* [Dataset content]:
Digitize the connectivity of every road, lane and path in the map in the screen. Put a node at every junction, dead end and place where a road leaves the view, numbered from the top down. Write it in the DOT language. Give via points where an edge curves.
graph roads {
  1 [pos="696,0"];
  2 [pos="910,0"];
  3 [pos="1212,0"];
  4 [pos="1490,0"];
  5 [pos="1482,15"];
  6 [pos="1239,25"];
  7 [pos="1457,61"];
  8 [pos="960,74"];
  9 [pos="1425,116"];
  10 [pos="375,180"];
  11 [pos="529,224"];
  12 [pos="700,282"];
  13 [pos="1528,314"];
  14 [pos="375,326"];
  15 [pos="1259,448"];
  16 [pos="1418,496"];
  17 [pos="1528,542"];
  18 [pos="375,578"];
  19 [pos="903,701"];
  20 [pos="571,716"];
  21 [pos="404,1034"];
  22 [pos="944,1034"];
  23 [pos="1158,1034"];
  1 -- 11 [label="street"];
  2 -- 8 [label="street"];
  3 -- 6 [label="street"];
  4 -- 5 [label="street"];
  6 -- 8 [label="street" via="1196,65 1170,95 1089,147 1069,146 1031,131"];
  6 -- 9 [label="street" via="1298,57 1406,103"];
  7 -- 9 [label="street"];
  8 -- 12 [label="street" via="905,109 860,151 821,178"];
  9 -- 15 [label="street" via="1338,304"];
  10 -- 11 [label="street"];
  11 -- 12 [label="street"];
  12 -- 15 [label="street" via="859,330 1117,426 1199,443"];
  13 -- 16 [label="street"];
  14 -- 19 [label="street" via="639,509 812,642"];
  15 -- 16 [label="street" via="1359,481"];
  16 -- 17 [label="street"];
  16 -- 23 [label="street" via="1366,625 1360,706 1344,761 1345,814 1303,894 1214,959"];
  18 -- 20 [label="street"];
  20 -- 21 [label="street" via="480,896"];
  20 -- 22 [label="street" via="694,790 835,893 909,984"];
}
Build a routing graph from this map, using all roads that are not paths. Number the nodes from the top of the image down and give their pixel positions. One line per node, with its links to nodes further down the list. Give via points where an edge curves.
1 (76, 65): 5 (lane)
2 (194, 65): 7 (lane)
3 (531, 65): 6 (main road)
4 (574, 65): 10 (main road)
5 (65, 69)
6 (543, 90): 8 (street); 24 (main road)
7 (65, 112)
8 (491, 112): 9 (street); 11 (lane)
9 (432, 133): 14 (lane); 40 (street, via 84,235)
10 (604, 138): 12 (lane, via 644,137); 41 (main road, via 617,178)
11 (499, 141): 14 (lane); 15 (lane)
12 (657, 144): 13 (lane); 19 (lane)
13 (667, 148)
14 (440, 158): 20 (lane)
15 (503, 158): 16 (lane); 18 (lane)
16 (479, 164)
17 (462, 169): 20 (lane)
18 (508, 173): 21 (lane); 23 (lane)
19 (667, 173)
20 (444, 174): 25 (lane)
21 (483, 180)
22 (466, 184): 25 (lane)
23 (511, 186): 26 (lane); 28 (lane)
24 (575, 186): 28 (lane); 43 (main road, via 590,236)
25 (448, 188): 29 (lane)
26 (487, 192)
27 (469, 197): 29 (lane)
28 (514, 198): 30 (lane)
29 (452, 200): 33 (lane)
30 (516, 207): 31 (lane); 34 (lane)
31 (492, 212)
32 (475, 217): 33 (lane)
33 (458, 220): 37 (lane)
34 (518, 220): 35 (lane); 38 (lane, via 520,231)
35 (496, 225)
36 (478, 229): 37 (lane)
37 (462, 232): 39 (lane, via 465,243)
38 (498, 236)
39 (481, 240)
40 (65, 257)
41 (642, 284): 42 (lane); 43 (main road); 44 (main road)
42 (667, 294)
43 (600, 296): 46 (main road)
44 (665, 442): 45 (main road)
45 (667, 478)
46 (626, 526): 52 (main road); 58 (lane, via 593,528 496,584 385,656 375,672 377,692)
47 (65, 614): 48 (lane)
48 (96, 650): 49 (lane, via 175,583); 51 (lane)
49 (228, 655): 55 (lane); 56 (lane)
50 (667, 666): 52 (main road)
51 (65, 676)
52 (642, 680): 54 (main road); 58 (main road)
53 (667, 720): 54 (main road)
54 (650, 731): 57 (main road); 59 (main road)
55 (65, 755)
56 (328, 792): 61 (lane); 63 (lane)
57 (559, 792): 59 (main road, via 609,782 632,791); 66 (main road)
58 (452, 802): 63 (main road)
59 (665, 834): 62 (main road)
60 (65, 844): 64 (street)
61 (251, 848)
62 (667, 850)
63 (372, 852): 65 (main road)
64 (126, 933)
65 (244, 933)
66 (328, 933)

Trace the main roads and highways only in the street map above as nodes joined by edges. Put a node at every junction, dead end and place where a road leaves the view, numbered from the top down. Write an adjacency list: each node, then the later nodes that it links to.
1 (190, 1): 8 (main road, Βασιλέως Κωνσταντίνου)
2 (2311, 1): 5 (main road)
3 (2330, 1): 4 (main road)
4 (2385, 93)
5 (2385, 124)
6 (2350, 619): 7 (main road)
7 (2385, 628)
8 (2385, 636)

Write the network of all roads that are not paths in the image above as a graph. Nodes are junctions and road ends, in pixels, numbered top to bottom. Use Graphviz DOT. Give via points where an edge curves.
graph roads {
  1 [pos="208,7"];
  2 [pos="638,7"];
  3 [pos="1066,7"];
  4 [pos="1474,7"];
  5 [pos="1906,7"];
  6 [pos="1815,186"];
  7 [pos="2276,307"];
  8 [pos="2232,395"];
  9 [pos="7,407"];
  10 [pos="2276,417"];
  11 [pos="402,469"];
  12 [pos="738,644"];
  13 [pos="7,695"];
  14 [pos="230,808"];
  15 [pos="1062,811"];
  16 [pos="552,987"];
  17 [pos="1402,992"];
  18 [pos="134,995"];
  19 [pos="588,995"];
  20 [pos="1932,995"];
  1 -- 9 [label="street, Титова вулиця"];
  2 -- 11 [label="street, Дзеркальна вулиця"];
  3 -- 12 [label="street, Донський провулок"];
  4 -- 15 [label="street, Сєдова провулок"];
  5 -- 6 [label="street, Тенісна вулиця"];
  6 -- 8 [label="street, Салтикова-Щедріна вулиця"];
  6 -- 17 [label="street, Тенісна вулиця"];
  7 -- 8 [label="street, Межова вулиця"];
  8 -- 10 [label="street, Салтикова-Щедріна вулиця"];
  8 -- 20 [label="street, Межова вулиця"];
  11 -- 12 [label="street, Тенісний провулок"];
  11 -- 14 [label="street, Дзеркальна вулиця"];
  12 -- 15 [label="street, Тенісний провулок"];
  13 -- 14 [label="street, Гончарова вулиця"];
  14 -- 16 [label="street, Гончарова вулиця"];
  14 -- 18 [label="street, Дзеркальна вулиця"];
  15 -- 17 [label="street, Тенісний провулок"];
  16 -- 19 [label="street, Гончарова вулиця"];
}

* [Exercise]:
Please transcribe all of the entries precisely.

* [Result of the exercise]:
Digitize the connectivity of every road, lane and path in the map in the screen. Put a node at every junction, dead end and place where a road leaves the view, numbered from the top down. Write it in the DOT language. Give via points where an edge curves.
graph roads {
  1 [pos="696,0"];
  2 [pos="910,0"];
  3 [pos="1212,0"];
  4 [pos="1490,0"];
  5 [pos="1482,15"];
  6 [pos="1239,25"];
  7 [pos="1457,61"];
  8 [pos="960,74"];
  9 [pos="1425,116"];
  10 [pos="375,180"];
  11 [pos="529,224"];
  12 [pos="700,282"];
  13 [pos="1528,314"];
  14 [pos="375,326"];
  15 [pos="1259,448"];
  16 [pos="1418,496"];
  17 [pos="1528,542"];
  18 [pos="375,578"];
  19 [pos="903,701"];
  20 [pos="571,716"];
  21 [pos="404,1034"];
  22 [pos="944,1034"];
  23 [pos="1158,1034"];
  1 -- 11 [label="street"];
  2 -- 8 [label="street"];
  3 -- 6 [label="street"];
  4 -- 5 [label="street"];
  6 -- 8 [label="street" via="1196,65 1170,95 1089,147 1069,146 1031,131"];
  6 -- 9 [label="street" via="1298,57 1406,103"];
  7 -- 9 [label="street"];
  8 -- 12 [label="street" via="905,109 860,151 821,178"];
  9 -- 15 [label="street" via="1338,304"];
  10 -- 11 [label="street"];
  11 -- 12 [label="street"];
  12 -- 15 [label="street" via="859,330 1117,426 1199,443"];
  13 -- 16 [label="street"];
  14 -- 19 [label="street" via="639,509 812,642"];
  15 -- 16 [label="street" via="1359,481"];
  16 -- 17 [label="street"];
  16 -- 23 [label="street" via="1366,625 1360,706 1344,761 1345,814 1303,894 1214,959"];
  18 -- 20 [label="street"];
  20 -- 21 [label="street" via="480,896"];
  20 -- 22 [label="street" via="694,790 835,893 909,984"];
}
Build a routing graph from this map, using all roads that are not paths. Number the nodes from the top of the image down and give their pixel positions. One line per node, with its links to nodes further down the list. Give via points where an edge curves.
1 (76, 65): 5 (lane)
2 (194, 65): 7 (lane)
3 (531, 65): 6 (main road)
4 (574, 65): 10 (main road)
5 (65, 69)
6 (543, 90): 8 (street); 24 (main road)
7 (65, 112)
8 (491, 112): 9 (street); 11 (lane)
9 (432, 133): 14 (lane); 40 (street, via 84,235)
10 (604, 138): 12 (lane, via 644,137); 41 (main road, via 617,178)
11 (499, 141): 14 (lane); 15 (lane)
12 (657, 144): 13 (lane); 19 (lane)
13 (667, 148)
14 (440, 158): 20 (lane)
15 (503, 158): 16 (lane); 18 (lane)
16 (479, 164)
17 (462, 169): 20 (lane)
18 (508, 173): 21 (lane); 23 (lane)
19 (667, 173)
20 (444, 174): 25 (lane)
21 (483, 180)
22 (466, 184): 25 (lane)
23 (511, 186): 26 (lane); 28 (lane)
24 (575, 186): 28 (lane); 43 (main road, via 590,236)
25 (448, 188): 29 (lane)
26 (487, 192)
27 (469, 197): 29 (lane)
28 (514, 198): 30 (lane)
29 (452, 200): 33 (lane)
30 (516, 207): 31 (lane); 34 (lane)
31 (492, 212)
32 (475, 217): 33 (lane)
33 (458, 220): 37 (lane)
34 (518, 220): 35 (lane); 38 (lane, via 520,231)
35 (496, 225)
36 (478, 229): 37 (lane)
37 (462, 232): 39 (lane, via 465,243)
38 (498, 236)
39 (481, 240)
40 (65, 257)
41 (642, 284): 42 (lane); 43 (main road); 44 (main road)
42 (667, 294)
43 (600, 296): 46 (main road)
44 (665, 442): 45 (main road)
45 (667, 478)
46 (626, 526): 52 (main road); 58 (lane, via 593,528 496,584 385,656 375,672 377,692)
47 (65, 614): 48 (lane)
48 (96, 650): 49 (lane, via 175,583); 51 (lane)
49 (228, 655): 55 (lane); 56 (lane)
50 (667, 666): 52 (main road)
51 (65, 676)
52 (642, 680): 54 (main road); 58 (main road)
53 (667, 720): 54 (main road)
54 (650, 731): 57 (main road); 59 (main road)
55 (65, 755)
56 (328, 792): 61 (lane); 63 (lane)
57 (559, 792): 59 (main road, via 609,782 632,791); 66 (main road)
58 (452, 802): 63 (main road)
59 (665, 834): 62 (main road)
60 (65, 844): 64 (street)
61 (251, 848)
62 (667, 850)
63 (372, 852): 65 (main road)
64 (126, 933)
65 (244, 933)
66 (328, 933)

Trace the main roads and highways only in the street map above as nodes joined by edges. Put a node at every junction, dead end and place where a road leaves the view, numbered from the top down. Write an adjacency list: each node, then the later nodes that it links to.
1 (190, 1): 8 (main road, Βασιλέως Κωνσταντίνου)
2 (2311, 1): 5 (main road)
3 (2330, 1): 4 (main road)
4 (2385, 93)
5 (2385, 124)
6 (2350, 619): 7 (main road)
7 (2385, 628)
8 (2385, 636)

Write the network of all roads that are not paths in the image above as a graph. Nodes are junctions and road ends, in pixels, numbered top to bottom. Use Graphviz DOT. Give via points where an edge curves.
graph roads {
  1 [pos="208,7"];
  2 [pos="638,7"];
  3 [pos="1066,7"];
  4 [pos="1474,7"];
  5 [pos="1906,7"];
  6 [pos="1815,186"];
  7 [pos="2276,307"];
  8 [pos="2232,395"];
  9 [pos="7,407"];
  10 [pos="2276,417"];
  11 [pos="402,469"];
  12 [pos="738,644"];
  13 [pos="7,695"];
  14 [pos="230,808"];
  15 [pos="1062,811"];
  16 [pos="552,987"];
  17 [pos="1402,992"];
  18 [pos="134,995"];
  19 [pos="588,995"];
  20 [pos="1932,995"];
  1 -- 9 [label="street, Титова вулиця"];
  2 -- 11 [label="street, Дзеркальна вулиця"];
  3 -- 12 [label="street, Донський провулок"];
  4 -- 15 [label="street, Сєдова провулок"];
  5 -- 6 [label="street, Тенісна вулиця"];
  6 -- 8 [label="street, Салтикова-Щедріна вулиця"];
  6 -- 17 [label="street, Тенісна вулиця"];
  7 -- 8 [label="street, Межова вулиця"];
  8 -- 10 [label="street, Салтикова-Щедріна вулиця"];
  8 -- 20 [label="street, Межова вулиця"];
  11 -- 12 [label="street, Тенісний провулок"];
  11 -- 14 [label="street, Дзеркальна вулиця"];
  12 -- 15 [label="street, Тенісний провулок"];
  13 -- 14 [label="street, Гончарова вулиця"];
  14 -- 16 [label="street, Гончарова вулиця"];
  14 -- 18 [label="street, Дзеркальна вулиця"];
  15 -- 17 [label="street, Тенісний провулок"];
  16 -- 19 [label="street, Гончарова вулиця"];
}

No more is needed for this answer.